Sermoneaba sin pelos en la lengua. Se comprende que los poderosos, seglares o eclesiásticos, acusaran los incisivos dardos: «La Iglesia de Dios no se diferencia nada de los hombres del mundo. ¿No habéis oído que los apóstoles se negaron a administrar el dinero recogido sin trabajo alguno? Ahora nuestros obispos andan más metidos en preocupaciones que los tutores, los administradores y los tenderos. Su preocupación única debiera ser vuestras almas y vuestros intereses, y ahora se rompen la cabeza por los mismos asuntos que los recaudadores, los agentes del fisco, los contadores y los despenseros. No lo digo por ganas de lamentarme, sino porque se ponga algún remedio». Si los sacerdotes se preocupaban de las realidades temporales, ¿quién lo haría de los derechos de Dios? Algunos obispos y sacerdotes –demonizaba– se centraban en lo material. Sus predicaciones hacían rechinar dientes: «Debemos imitar a Dios en su comportamiento con la Iglesia a la que no abandona. Portémonos nosotros así con el cónyuge». Añadía que si el hombre vive con templanza tendrá a su esposa por la realidad más amable del mundo, la mirará con afecto y procurará la concordia. Con paz y armonía los bienes se multiplicarían en el hogar.
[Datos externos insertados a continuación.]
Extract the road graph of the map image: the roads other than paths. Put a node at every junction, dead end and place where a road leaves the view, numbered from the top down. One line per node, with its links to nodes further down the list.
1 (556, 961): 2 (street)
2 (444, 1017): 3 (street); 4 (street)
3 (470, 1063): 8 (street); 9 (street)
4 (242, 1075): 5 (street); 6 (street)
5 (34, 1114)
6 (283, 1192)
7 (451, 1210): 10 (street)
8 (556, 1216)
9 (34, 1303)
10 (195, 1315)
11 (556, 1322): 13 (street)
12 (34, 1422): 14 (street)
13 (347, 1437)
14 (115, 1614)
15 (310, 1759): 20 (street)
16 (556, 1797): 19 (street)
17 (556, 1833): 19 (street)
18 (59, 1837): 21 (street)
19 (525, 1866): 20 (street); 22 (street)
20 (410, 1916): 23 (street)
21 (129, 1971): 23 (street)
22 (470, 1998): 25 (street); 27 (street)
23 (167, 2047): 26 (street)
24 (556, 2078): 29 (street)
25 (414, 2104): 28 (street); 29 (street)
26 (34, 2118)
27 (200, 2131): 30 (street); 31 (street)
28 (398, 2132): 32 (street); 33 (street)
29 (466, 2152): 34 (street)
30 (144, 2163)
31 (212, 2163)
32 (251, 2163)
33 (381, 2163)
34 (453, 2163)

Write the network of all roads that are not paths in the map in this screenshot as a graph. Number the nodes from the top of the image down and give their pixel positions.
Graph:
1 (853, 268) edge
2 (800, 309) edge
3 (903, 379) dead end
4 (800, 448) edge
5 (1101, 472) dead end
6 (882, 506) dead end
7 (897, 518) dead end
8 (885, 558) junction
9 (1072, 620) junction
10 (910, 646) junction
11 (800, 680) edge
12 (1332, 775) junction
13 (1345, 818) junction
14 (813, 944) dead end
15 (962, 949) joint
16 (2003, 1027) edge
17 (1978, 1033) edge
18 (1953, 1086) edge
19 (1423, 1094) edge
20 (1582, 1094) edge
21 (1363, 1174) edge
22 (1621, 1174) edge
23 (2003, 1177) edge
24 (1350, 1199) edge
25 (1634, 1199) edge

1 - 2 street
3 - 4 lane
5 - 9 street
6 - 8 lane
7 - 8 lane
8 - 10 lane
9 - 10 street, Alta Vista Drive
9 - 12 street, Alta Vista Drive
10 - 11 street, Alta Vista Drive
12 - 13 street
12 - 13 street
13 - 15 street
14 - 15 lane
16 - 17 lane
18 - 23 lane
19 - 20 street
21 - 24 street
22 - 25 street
Delataba gráficamente el efecto afrodisíaco del poder: «Quien goza de autoridad es como quien tuviera que vivir en compañía de una muchacha joven y hermosa con orden de no mirarla jamás con ojos lascivos. Tal es la autoridad. Por eso a muchos les ha precipitado a la soberbia, los ha incitado a la ira, les ha hecho soltar el freno de la lengua, les ha abierto la puerta de la boca». Incitaba al cambio efectivo: «No son palmoteos lo que necesito. Solo una cosa quiero: que cumpláis lo que os digo. Este es mi mejor aplauso. No estáis aquí en ningún teatro, no os habéis sentado para ver la representación de una tragedia y contentaros con palmear». Las ínfulas parasitarias denunciadas por Juan Crisóstomo se encuentran en los cimientos de una cuestión reiteradamente planteada: ¿Cómo algunos sacerdotes o religiosos, intermediarios entre Dios y los hombres, cuando disparatan se conviertan en gañanes de la peor calaña, tremebundos ceporros de izquierdas o de derechas, nacionalistas viscerales, con ojeriza a cualquier sistema racional? La respuesta antropológica es sencilla. Al perder la referencia del Sumo Hacedor tienden a ocupar su solio. Antes perdonaban los pecados en nombre del Creador, luego lo suplantan y se atribuyen la capacidad de decidir quién ha de vivir o no, y en su caso cómo ha de hacerlo. Eso explica que parte de los grupúsculos terroristas de larga carrera asesina como Sendero Luminoso (Perú), las Brigadas Rojas (Italia), las FARC (Colombia) o la ETA (sicarios en el País Vasco, en España) estuviese formada por ex-curas, ex-religiosos o ex-seminaristas.
Corría el 403 cuando Eudoxia y Teófilo aglutinaron fuerzas para expulsar al Crisóstomo. Convocaron un sínodo en Calcedonia al que asistieron cuatro decenas de obispos de diócesis orientales. Juan había sido advertido sobre las inicuas maniobras de aquellas personas y no asistió. Juzgó que su mansedumbre era fortaleza.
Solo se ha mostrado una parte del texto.